PROBLEM TO SOLVE ▸ Scan the entries for the word "East" and return every line that has it.
=== DATA SUPPLIED ===
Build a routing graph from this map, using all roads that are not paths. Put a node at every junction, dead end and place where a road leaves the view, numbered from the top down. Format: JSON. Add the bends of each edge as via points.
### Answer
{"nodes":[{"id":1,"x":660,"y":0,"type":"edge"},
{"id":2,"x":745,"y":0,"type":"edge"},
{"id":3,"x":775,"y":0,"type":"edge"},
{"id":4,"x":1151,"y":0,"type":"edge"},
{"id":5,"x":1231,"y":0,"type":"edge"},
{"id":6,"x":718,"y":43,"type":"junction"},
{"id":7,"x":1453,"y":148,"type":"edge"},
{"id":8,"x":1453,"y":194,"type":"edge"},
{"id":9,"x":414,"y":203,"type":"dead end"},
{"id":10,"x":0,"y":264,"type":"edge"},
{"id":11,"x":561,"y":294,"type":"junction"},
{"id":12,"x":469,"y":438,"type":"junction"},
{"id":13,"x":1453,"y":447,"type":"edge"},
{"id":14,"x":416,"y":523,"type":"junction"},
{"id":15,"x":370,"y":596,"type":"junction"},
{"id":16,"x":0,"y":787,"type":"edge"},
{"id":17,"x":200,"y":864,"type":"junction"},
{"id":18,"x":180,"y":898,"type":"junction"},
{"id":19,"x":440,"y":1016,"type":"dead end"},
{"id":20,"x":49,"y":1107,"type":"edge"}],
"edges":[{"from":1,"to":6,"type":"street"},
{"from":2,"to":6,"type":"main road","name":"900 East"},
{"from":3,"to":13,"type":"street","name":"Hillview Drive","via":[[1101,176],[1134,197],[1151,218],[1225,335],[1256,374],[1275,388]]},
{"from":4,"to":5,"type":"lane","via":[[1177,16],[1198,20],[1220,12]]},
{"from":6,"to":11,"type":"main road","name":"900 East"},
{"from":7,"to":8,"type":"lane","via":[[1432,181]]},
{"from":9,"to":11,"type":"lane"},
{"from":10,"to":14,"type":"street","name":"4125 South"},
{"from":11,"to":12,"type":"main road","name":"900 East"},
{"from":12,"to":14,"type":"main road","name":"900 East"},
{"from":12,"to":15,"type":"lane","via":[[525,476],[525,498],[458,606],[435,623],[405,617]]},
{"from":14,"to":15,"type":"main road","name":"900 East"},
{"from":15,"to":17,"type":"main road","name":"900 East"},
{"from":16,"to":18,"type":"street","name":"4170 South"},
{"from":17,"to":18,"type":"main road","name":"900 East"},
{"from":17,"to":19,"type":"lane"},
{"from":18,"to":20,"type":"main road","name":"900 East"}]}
===
EXERCISE RESULT ▸
{"from":2,"to":6,"type":"main road","name":"900 East"},
{"from":6,"to":11,"type":"main road","name":"900 East"},
{"from":11,"to":12,"type":"main road","name":"900 East"},
{"from":12,"to":14,"type":"main road","name":"900 East"},
{"from":14,"to":15,"type":"main road","name":"900 East"},
{"from":15,"to":17,"type":"main road","name":"900 East"},
{"from":17,"to":18,"type":"main road","name":"900 East"},
{"from":18,"to":20,"type":"main road","name":"900 East"}]}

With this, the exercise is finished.